Foto diambil dari CNA.
Depresi tropis di perairan timur Filipina berpotensi menjadi badai tropis ke-11 tahun ini, dijuluki dengan nama Yagi. Badai tersebut secepatnya pada Senin (2/9) diprediksikan membawa hujan ke Taiwan, kata Direktorat Jenderal Cuaca Pusat (CWA), sambil mengeluarkan peringatan panas untuk 14 kota dan kabupaten.
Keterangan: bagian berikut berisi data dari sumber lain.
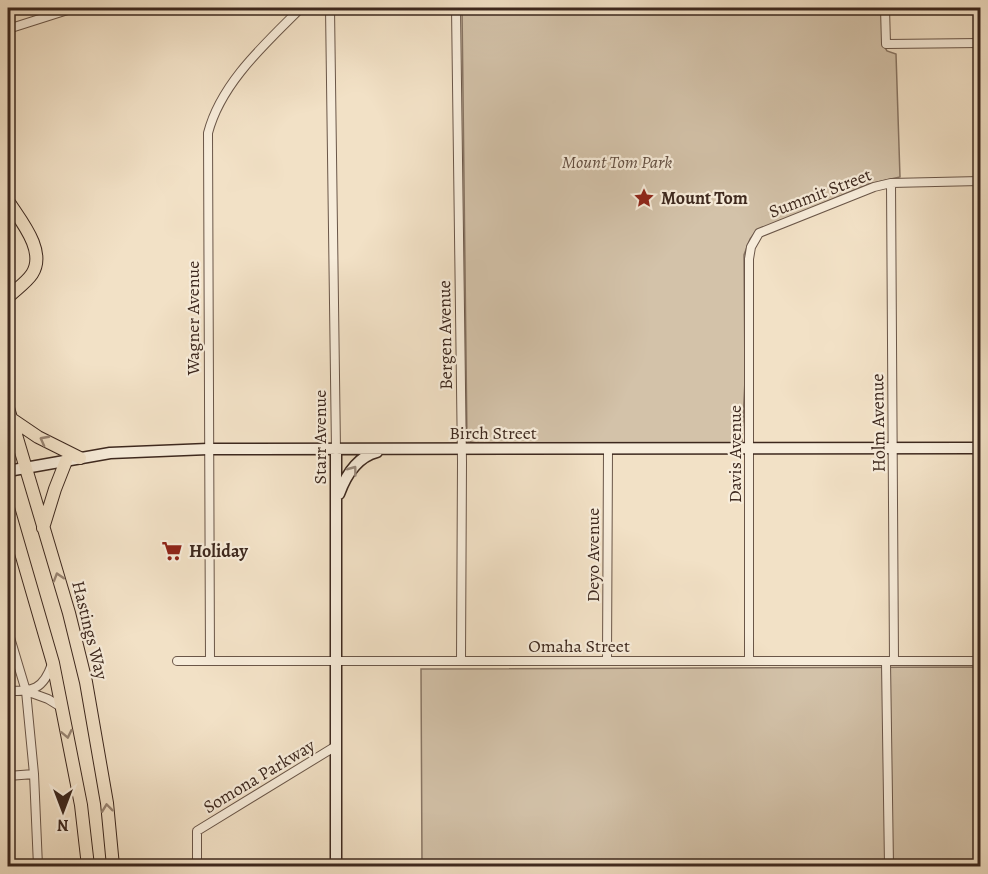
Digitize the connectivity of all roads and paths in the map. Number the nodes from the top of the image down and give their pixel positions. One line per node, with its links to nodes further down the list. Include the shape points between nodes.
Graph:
1 (74, 8): 6 (street)
2 (301, 8): 16 (street, Wagner Avenue, via 258,51 222,99 208,133)
3 (330, 8): 19 (street, Starr Avenue)
4 (456, 8): 21 (street, Bergen Avenue)
5 (885, 8): 7 (street, via 886,44)
6 (8, 28)
7 (981, 43)
8 (981, 181): 9 (street, Summit Street)
9 (891, 183): 11 (street, Summit Street, via 759,233); 18 (street, Holm Avenue)
10 (8, 201): 12 (main road, via 33,243 36,260 31,275)
11 (751, 247): 17 (street, Davis Avenue)
12 (13, 287): 13 (main road)
13 (8, 297)
14 (9, 413): 23 (main road, one-way to 14, via 38,437); 25 (main road, Hastings Way)
15 (981, 448): 18 (main road, Birch Street)
16 (208, 449): 19 (main road, Birch Street); 23 (main road, Birch Street); 32 (street, Wagner Avenue)
17 (750, 449): 18 (main road, Birch Street); 22 (main road, Birch Street); 35 (street, Davis Avenue)
18 (894, 449): 38 (street, Holm Avenue)
19 (336, 450): 20 (main road, Birch Street); 27 (main road, Starr Avenue)
20 (383, 450): 21 (main road, Birch Street); 27 (main road, one-way to 20, via 352,468 365,456)
21 (462, 450): 22 (main road, Birch Street); 33 (street, Bergen Avenue)
22 (608, 450): 34 (street, Deyo Avenue)
23 (80, 458): 24 (main road, Birch Street)
24 (66, 461): 25 (main road, Birch Street); 29 (main road)
25 (25, 468): 26 (main road, Birch Street); 29 (main road, Hastings Way)
26 (8, 471)
27 (336, 503): 31 (main road, Starr Avenue)
28 (8, 513): 39 (main road)
29 (43, 530): 48 (main road, Hastings Way, one-way to 29, via 107,802 86,682)
30 (8, 631): 41 (street)
31 (336, 660): 32 (street, Omaha Street); 33 (street, Omaha Street); 43 (main road, Starr Avenue)
32 (210, 661): 37 (street, Omaha Street)
33 (461, 661): 34 (street, Omaha Street)
34 (607, 661): 35 (street, Omaha Street)
35 (749, 661): 38 (street, Omaha Street)
36 (981, 661): 38 (street, Omaha Street)
37 (177, 662)
38 (890, 662): 51 (street, Holm Avenue)
39 (53, 663): 41 (street, via 47,679); 42 (main road)
40 (8, 692): 41 (street)
41 (26, 692): 42 (street); 44 (street)
42 (61, 707): 47 (main road, one-way to 47, via 81,805)
43 (336, 746): 49 (street, Somona Parkway, via 197,831); 50 (main road, Starr Avenue)
44 (34, 774): 45 (street); 46 (street)
45 (8, 776)
46 (38, 867)
47 (88, 867)
48 (113, 867)
49 (197, 867)
50 (336, 867)
51 (889, 867)

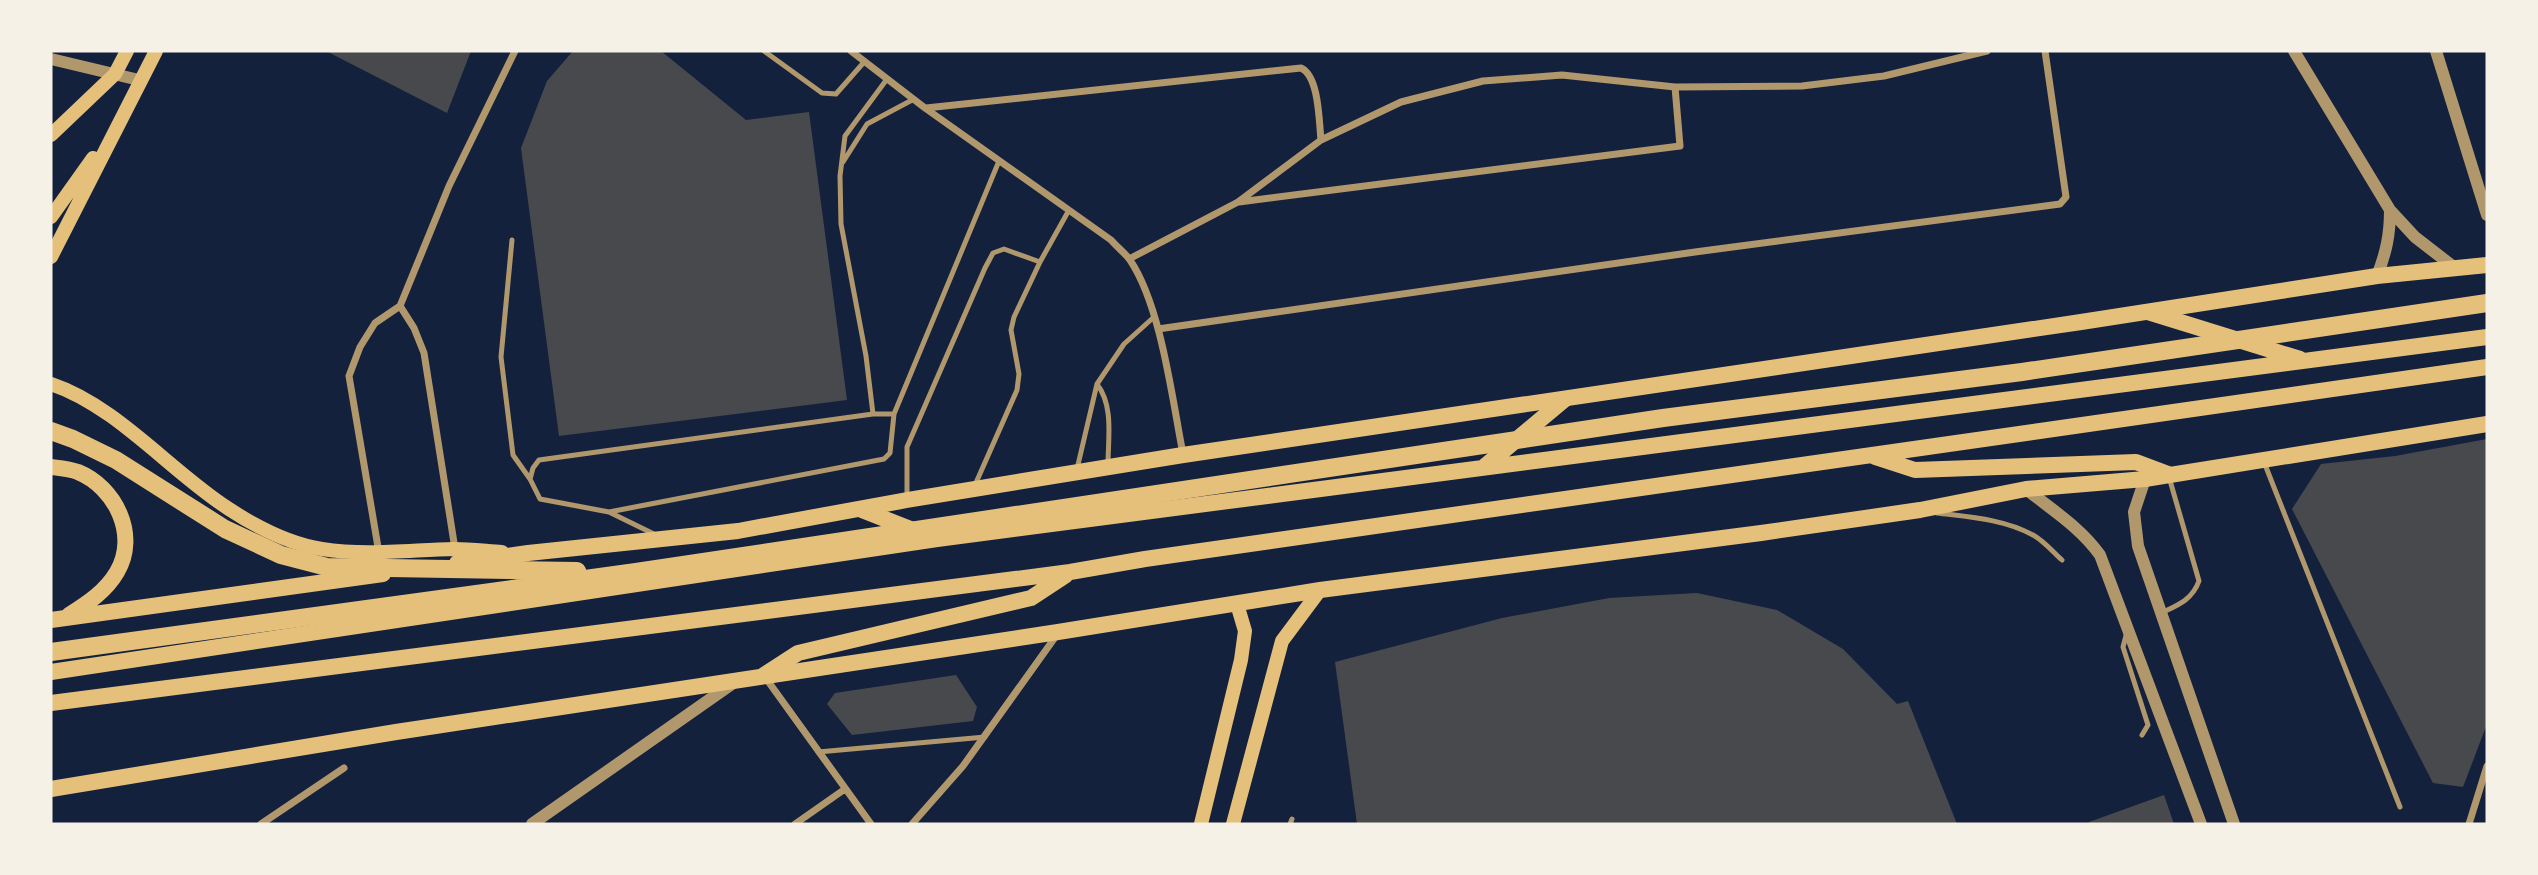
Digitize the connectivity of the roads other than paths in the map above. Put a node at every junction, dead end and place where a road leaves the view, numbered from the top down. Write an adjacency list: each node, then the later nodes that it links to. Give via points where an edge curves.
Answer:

Menurut pemrakira cuaca Ye Zhi-jun (葉致均 ) dari CWA, meskipun sistem tropis ini dapat menjadi topan dalam waktu dekat, jalur pergerakannya masih tidak pasti. Ada kemungkinan akan melewati Selat Bashi menuju Laut Tiongkok Selatan atau berbelok ke timur laut dan bergerak menuju laut selatan Jepang
Cuaca di Taiwan dari Kamis hingga Sabtu minggu ini diperkirakan akan tidak stabil karena terkena pinggiran luar Yagi atau terdampak langsung, kata ahli cuaca Wu Der-rong (吳德榮).
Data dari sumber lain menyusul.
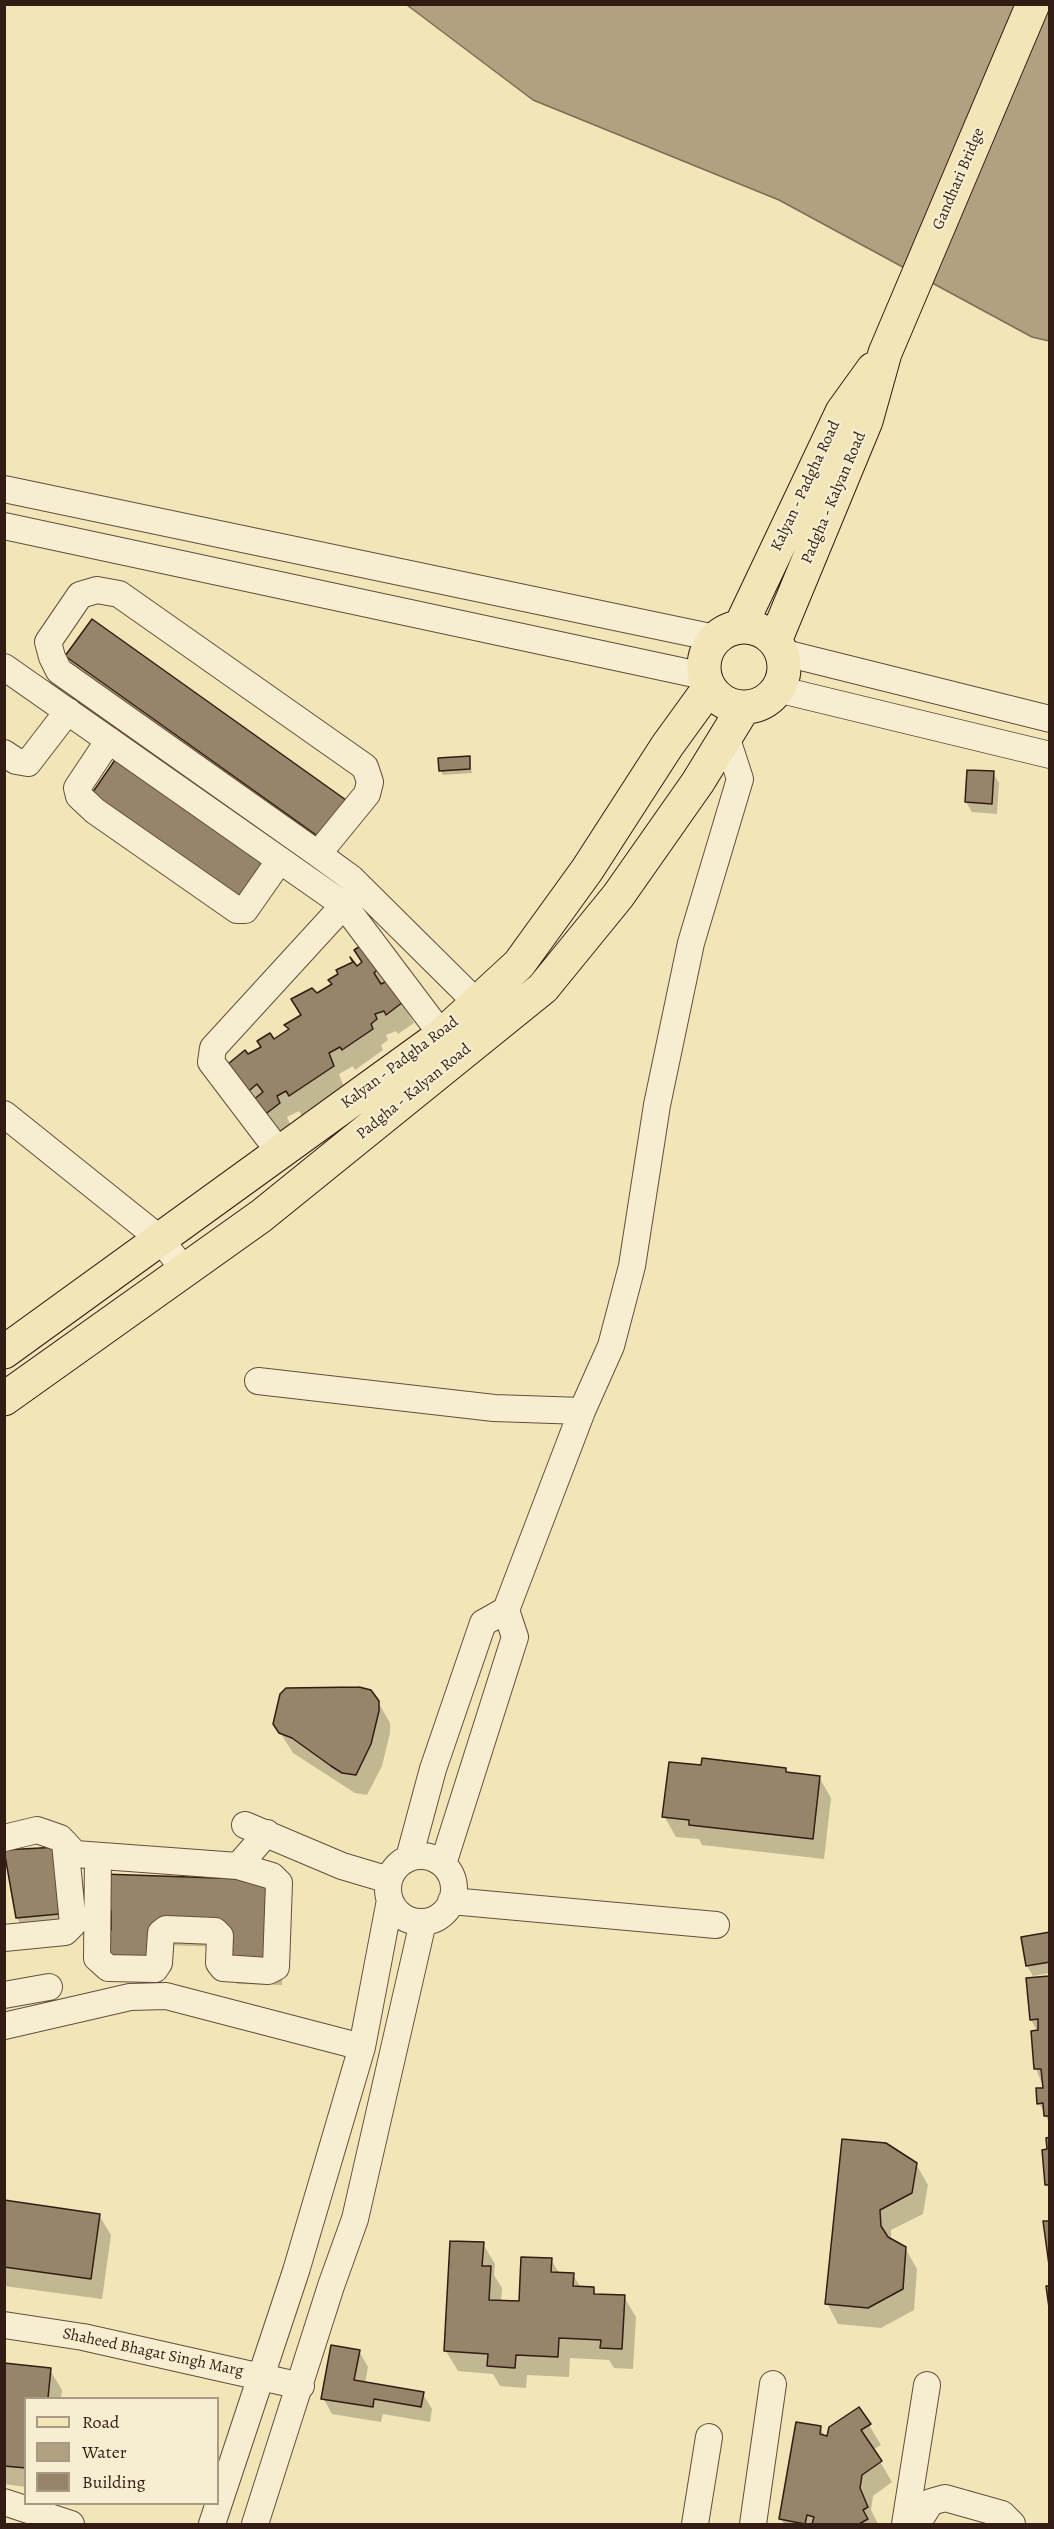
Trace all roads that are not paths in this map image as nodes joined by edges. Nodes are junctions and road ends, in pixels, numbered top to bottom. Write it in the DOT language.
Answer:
graph roads {
  1 [pos="1034,4"];
  2 [pos="885,353"];
  3 [pos="4,489"];
  4 [pos="4,526"];
  5 [pos="728,632"];
  6 [pos="778,646"];
  7 [pos="4,667"];
  8 [pos="707,682"];
  9 [pos="777,689"];
  10 [pos="744,707"];
  11 [pos="68,711"];
  12 [pos="1050,719"];
  13 [pos="726,736"];
  14 [pos="109,740"];
  15 [pos="4,753"];
  16 [pos="1050,755"];
  17 [pos="318,854"];
  18 [pos="280,860"];
  19 [pos="344,905"];
  20 [pos="477,1003"];
  21 [pos="447,1048"];
  22 [pos="4,1114"];
  23 [pos="280,1153"];
  24 [pos="238,1183"];
  25 [pos="261,1216"];
  26 [pos="160,1239"];
  27 [pos="185,1271"];
  28 [pos="4,1352"];
  29 [pos="258,1381"];
  30 [pos="4,1399"];
  31 [pos="582,1411"];
  32 [pos="506,1610"];
  33 [pos="468,1668"];
  34 [pos="503,1678"];
  35 [pos="4,1838"];
  36 [pos="65,1843"];
  37 [pos="98,1856"];
  38 [pos="409,1858"];
  39 [pos="443,1864"];
  40 [pos="238,1866"];
  41 [pos="389,1890"];
  42 [pos="451,1901"];
  43 [pos="423,1922"];
  44 [pos="716,1925"];
  45 [pos="4,1938"];
  46 [pos="49,1987"];
  47 [pos="4,1995"];
  48 [pos="4,2026"];
  49 [pos="362,2047"];
  50 [pos="319,2193"];
  51 [pos="355,2219"];
  52 [pos="4,2325"];
  53 [pos="260,2376"];
  54 [pos="773,2384"];
  55 [pos="927,2385"];
  56 [pos="301,2386"];
  57 [pos="709,2437"];
  58 [pos="4,2502"];
  59 [pos="219,2502"];
  60 [pos="218,2505"];
  61 [pos="70,2524"];
  62 [pos="212,2524"];
  63 [pos="255,2524"];
  64 [pos="695,2524"];
  65 [pos="753,2524"];
  66 [pos="905,2524"];
  67 [pos="916,2524"];
  68 [pos="1012,2524"];
  1 -- 2 [label="main road, Gandhari Bridge"];
  2 -- 5 [label="main road, Kalyan - Padgha Road"];
  2 -- 6 [label="main road, Padgha - Kalyan Road"];
  3 -- 5 [label="street"];
  4 -- 8 [label="street"];
  5 -- 6 [label="main road"];
  5 -- 8 [label="main road"];
  6 -- 9 [label="main road"];
  6 -- 12 [label="street"];
  7 -- 11 [label="street"];
  8 -- 10 [label="main road"];
  8 -- 20 [label="main road, Kalyan - Padgha Road"];
  9 -- 10 [label="main road"];
  9 -- 16 [label="street"];
  10 -- 13 [label="main road, Padgha - Kalyan Road"];
  11 -- 14 [label="street"];
  11 -- 15 [label="street"];
  13 -- 21 [label="main road, Padgha - Kalyan Road"];
  13 -- 31 [label="street"];
  14 -- 18 [label="street"];
  14 -- 18 [label="street"];
  17 -- 17 [label="street"];
  17 -- 20 [label="street"];
  18 -- 19 [label="street"];
  19 -- 21 [label="street"];
  19 -- 23 [label="street"];
  20 -- 21 [label="main road, Kalyan - Padgha Road"];
  21 -- 23 [label="main road, Kalyan - Padgha Road"];
  21 -- 25 [label="main road, Padgha - Kalyan Road"];
  22 -- 26 [label="street"];
  23 -- 24 [label="main road, Kalyan - Padgha Road"];
  24 -- 25 [label="main road"];
  24 -- 26 [label="main road, Kalyan - Padgha Road"];
  25 -- 27 [label="main road, Padgha - Kalyan Road"];
  26 -- 27 [label="street"];
  26 -- 28 [label="main road, Kalyan - Padgha Road"];
  27 -- 30 [label="main road, Padgha - Kalyan Road"];
  29 -- 31 [label="street"];
  31 -- 32 [label="street"];
  32 -- 33 [label="street"];
  32 -- 34 [label="street"];
  33 -- 34 [label="street"];
  33 -- 38 [label="street"];
  34 -- 39 [label="street"];
  35 -- 36 [label="street"];
  36 -- 37 [label="street"];
  36 -- 45 [label="street"];
  37 -- 40 [label="street"];
  37 -- 40 [label="street"];
  38 -- 39 [label="street"];
  38 -- 41 [label="street"];
  39 -- 42 [label="street"];
  40 -- 41 [label="street"];
  41 -- 43 [label="street"];
  41 -- 49 [label="street"];
  42 -- 43 [label="street"];
  42 -- 44 [label="street"];
  43 -- 51 [label="street"];
  46 -- 47 [label="street"];
  48 -- 49 [label="street"];
  49 -- 50 [label="street"];
  50 -- 51 [label="street"];
  50 -- 53 [label="street"];
  51 -- 56 [label="street"];
  52 -- 53 [label="street, Shaheed Bhagat Singh Marg"];
  53 -- 56 [label="street, Shaheed Bhagat Singh Marg"];
  53 -- 59 [label="street"];
  54 -- 65 [label="street"];
  55 -- 66 [label="street"];
  56 -- 63 [label="street"];
  57 -- 64 [label="street"];
  58 -- 61 [label="street"];
  60 -- 62 [label="street"];
  67 -- 68 [label="street"];
}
Suhu panas akan berlanjut pada hari Senin dengan cuaca cerah hingga berawan di seluruh pulau. Mulai Selasa malam hingga Rabu, kelembapan akan meningkat seiring pergerakan depresi tropis, menyebabkan hujan singkat di pantai utara, bagian timur, Semenanjung Hengchun, dan pegunungan Taipei, serta hujan petir di sore hari di daerah lain, kata Yeh.
CWA mengatakan Taiwan mungkin mengalami satu atau dua badai tropis atau topan dari September hingga November, meski jumlahnya diperkirakan sedikit lebih rendah dari biasanya.
Namun, badai yang mempengaruhi Taiwan pada musim gugur bisa membawa hujan lebat karena seringkali disertai angin musim dingin dari timur laut, menurut badan tersebut.